Irish Workhouse Centre - Portumna
The Irish Workhouse Museum is a heritage centre that narrates the devastating effect the Irish Famine had on the population and the conditions those impoverished had to endure, it is the only centre in Ireland committed to telling the story of the Irish Workhouse. It is a real workhouse that was intended to accommodate 600 inmates, all seven of the main buildings remain on this eight acre site. There were 163 workhouses operating in Ireland from the early 1840's to the early 1920's, the options available to the Irish were, emigration, starvation or the workhouse. It is a sad part of Ireland's history.
Their purpose was as a means to get tenants off the land, on entry they had to give up any land they owned. They offered a lifeline to those who could not support themselves. Once here they would have to work in return for food. Life was harsh and disciplined here to serve as a deterrent and not encourage those who came to stay. The food was of poor quality and just enough to survive, there was not much to do and numerous rules to obey.

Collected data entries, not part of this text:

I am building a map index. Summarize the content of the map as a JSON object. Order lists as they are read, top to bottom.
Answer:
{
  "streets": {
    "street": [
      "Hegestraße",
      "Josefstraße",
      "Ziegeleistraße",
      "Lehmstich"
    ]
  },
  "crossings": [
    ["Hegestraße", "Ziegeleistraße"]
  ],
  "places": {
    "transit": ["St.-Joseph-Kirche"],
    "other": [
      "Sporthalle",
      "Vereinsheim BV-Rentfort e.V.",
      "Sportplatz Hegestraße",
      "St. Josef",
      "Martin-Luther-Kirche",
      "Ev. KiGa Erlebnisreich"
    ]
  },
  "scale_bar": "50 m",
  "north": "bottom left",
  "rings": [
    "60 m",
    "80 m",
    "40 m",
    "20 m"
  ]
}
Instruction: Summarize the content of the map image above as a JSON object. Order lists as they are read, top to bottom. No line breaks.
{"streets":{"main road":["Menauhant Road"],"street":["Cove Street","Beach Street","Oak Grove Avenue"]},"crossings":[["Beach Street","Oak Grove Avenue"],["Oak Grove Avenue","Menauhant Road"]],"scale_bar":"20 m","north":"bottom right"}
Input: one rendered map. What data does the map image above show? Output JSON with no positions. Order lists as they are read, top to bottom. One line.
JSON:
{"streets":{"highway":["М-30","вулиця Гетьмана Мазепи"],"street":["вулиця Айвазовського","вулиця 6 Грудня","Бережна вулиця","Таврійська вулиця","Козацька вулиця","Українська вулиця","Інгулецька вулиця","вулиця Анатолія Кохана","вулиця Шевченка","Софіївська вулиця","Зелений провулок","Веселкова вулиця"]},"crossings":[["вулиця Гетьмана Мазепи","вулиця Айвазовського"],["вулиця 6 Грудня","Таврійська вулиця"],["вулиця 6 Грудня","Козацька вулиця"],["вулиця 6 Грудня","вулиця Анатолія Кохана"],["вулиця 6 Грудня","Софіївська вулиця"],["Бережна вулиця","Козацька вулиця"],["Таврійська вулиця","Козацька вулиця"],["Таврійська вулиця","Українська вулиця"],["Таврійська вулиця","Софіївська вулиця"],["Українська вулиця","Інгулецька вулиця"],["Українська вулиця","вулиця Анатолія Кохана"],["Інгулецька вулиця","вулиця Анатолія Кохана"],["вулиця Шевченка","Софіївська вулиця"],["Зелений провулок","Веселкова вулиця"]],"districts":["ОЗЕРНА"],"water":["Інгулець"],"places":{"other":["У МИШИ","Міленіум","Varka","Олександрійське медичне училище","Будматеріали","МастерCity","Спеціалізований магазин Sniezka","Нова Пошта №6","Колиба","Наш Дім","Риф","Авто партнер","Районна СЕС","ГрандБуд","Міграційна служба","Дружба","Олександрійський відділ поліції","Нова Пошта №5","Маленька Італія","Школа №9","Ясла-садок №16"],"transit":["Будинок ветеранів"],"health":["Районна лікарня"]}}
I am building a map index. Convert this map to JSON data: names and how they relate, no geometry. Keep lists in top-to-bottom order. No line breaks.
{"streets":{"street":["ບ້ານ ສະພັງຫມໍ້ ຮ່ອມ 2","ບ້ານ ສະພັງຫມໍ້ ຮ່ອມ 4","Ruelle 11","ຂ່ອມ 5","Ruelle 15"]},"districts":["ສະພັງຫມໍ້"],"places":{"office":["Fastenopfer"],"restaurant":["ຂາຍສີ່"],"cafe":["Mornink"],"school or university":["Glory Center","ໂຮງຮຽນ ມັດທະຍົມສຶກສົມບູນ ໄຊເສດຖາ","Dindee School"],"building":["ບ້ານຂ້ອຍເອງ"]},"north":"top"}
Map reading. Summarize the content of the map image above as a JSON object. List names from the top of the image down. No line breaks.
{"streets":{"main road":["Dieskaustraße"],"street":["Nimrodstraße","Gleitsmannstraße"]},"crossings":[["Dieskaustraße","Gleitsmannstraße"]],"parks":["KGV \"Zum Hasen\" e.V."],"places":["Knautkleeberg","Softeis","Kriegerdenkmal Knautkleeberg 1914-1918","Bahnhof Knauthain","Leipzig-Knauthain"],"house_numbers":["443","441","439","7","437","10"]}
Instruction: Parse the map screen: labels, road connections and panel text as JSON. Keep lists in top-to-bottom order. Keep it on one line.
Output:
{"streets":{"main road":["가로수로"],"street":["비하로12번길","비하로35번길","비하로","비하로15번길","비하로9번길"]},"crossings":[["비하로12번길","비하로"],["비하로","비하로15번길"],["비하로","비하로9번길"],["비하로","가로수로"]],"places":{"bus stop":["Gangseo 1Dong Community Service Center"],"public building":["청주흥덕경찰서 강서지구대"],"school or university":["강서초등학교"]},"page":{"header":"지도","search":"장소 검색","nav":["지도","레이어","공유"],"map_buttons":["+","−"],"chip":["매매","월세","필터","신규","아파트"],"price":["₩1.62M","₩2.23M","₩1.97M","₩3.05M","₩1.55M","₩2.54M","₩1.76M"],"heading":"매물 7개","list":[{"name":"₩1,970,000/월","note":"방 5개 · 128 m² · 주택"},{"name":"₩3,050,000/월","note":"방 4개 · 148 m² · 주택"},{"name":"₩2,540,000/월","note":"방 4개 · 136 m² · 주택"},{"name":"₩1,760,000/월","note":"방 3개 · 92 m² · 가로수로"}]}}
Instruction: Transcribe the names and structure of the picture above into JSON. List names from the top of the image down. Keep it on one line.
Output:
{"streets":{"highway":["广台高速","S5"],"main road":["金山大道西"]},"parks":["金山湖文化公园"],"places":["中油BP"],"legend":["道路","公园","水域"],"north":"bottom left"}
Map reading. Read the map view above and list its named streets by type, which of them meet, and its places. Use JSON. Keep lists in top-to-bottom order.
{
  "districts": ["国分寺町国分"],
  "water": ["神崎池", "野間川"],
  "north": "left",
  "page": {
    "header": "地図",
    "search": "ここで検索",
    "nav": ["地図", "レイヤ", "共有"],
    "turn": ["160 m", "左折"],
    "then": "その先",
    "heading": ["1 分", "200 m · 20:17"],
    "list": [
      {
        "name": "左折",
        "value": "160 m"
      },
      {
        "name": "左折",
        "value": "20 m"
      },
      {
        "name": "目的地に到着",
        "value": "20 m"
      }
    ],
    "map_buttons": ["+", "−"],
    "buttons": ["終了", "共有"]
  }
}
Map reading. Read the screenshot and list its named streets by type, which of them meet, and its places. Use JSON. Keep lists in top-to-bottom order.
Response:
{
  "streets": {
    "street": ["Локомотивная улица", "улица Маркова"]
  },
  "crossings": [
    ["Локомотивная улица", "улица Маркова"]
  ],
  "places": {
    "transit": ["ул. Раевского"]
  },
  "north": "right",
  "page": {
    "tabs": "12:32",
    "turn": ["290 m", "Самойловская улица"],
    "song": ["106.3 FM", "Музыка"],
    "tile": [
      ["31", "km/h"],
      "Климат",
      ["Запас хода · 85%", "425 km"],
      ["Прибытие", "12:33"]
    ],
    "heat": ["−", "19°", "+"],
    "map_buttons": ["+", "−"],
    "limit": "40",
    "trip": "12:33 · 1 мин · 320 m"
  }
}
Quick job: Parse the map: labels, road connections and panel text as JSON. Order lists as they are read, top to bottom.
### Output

The workhouse was a last resort for the destitute from the early 1840's to the early 1920's. They were also referred to as poorhouses and have been described as "the most feared and hated institution ever established in Ireland", during a visit it will became evident why. This workhouse has been sympathetically restored to demonstrate what it was like in an actual workhouse and the conditions that the occupants lived in. Visitors are taken through the workhouse buildings, starting the tour in the only nice room in the house, the Boardroom. Moving onto the waiting hall, this is where those seeking entry to the premises would have stood, entire families had to enter together. Next is the girls schoolroom, where there is a short film on the history and social aspect of the workhouse, how families would have been separated on entry, this was the hardest aspect of the workhouse for many. Visitors are then taken through the girls yard, the women's dormitory block, the matron's quarters, the nursery, the women's workroom and the laundry building. A visit will take about an hour. The experienced guides are entertaining and knowledgeable, portraying the story in a sympathetic way, they are happy to answer any questions visitors might have.
It is not surprising that these institutions were despised by the people and have stayed in the memory of people for generations, it was a social stigma with no one wanting to own up to having had relatives here.
Whilst here vistors also have the opportunity to see on going conservation and restoration work in progress.
The museum is open daily from March to October from 9.30am to 6.00pm.